## Your objective
In the copy, every line of the material that follows must appear exactly, and no pictures should.

## Source material

<<<<

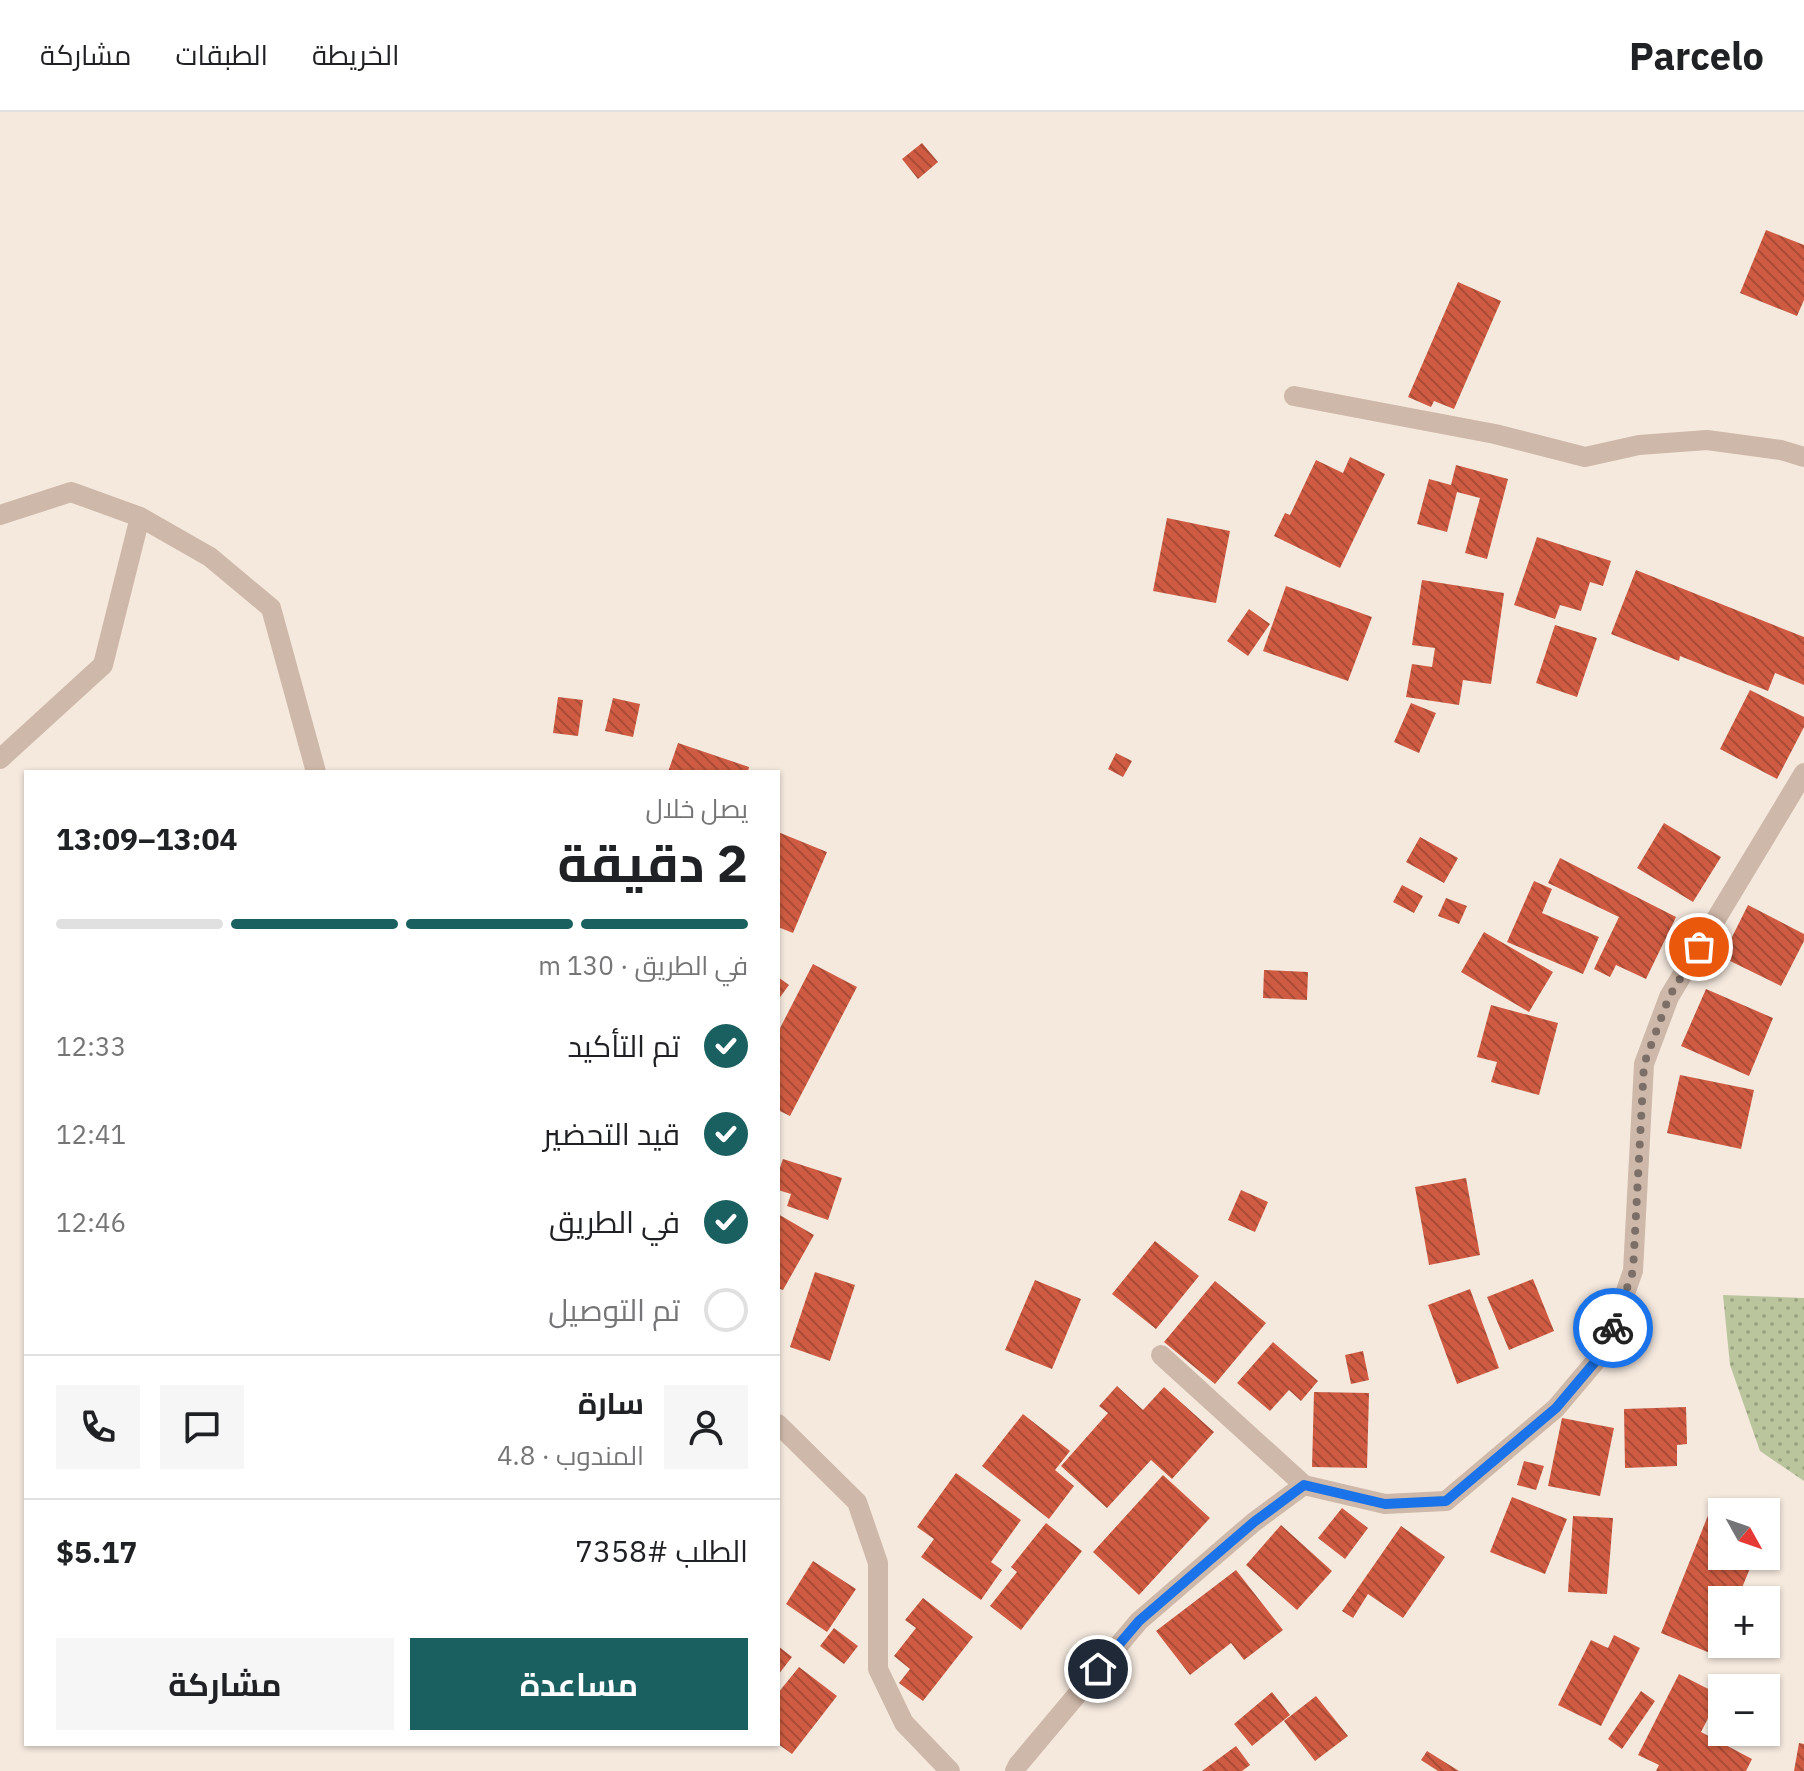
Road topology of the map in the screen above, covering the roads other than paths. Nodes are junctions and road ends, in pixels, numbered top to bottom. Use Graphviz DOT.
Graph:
graph roads {
  1 [pos="1294,396"];
  2 [pos="1804,457"];
  3 [pos="0,515"];
  4 [pos="140,517"];
  5 [pos="0,759"];
  6 [pos="315,770"];
  7 [pos="1804,773"];
  8 [pos="1161,1355"];
  9 [pos="780,1426"];
  10 [pos="1304,1485"];
  11 [pos="950,1771"];
  12 [pos="1015,1771"];
  1 -- 2 [label="street"];
  3 -- 4 [label="street"];
  4 -- 5 [label="street"];
  4 -- 6 [label="street"];
  7 -- 10 [label="street"];
  8 -- 10 [label="street"];
  9 -- 11 [label="street"];
  10 -- 12 [label="street"];
}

>>>>

## Response area
Road topology of the map in the screen above, covering the roads other than paths. Nodes are junctions and road ends, in pixels, numbered top to bottom. Use Graphviz DOT.
Graph:
graph roads {
  1 [pos="1294,396"];
  2 [pos="1804,457"];
  3 [pos="0,515"];
  4 [pos="140,517"];
  5 [pos="0,759"];
  6 [pos="315,770"];
  7 [pos="1804,773"];
  8 [pos="1161,1355"];
  9 [pos="780,1426"];
  10 [pos="1304,1485"];
  11 [pos="950,1771"];
  12 [pos="1015,1771"];
  1 -- 2 [label="street"];
  3 -- 4 [label="street"];
  4 -- 5 [label="street"];
  4 -- 6 [label="street"];
  7 -- 10 [label="street"];
  8 -- 10 [label="street"];
  9 -- 11 [label="street"];
  10 -- 12 [label="street"];
}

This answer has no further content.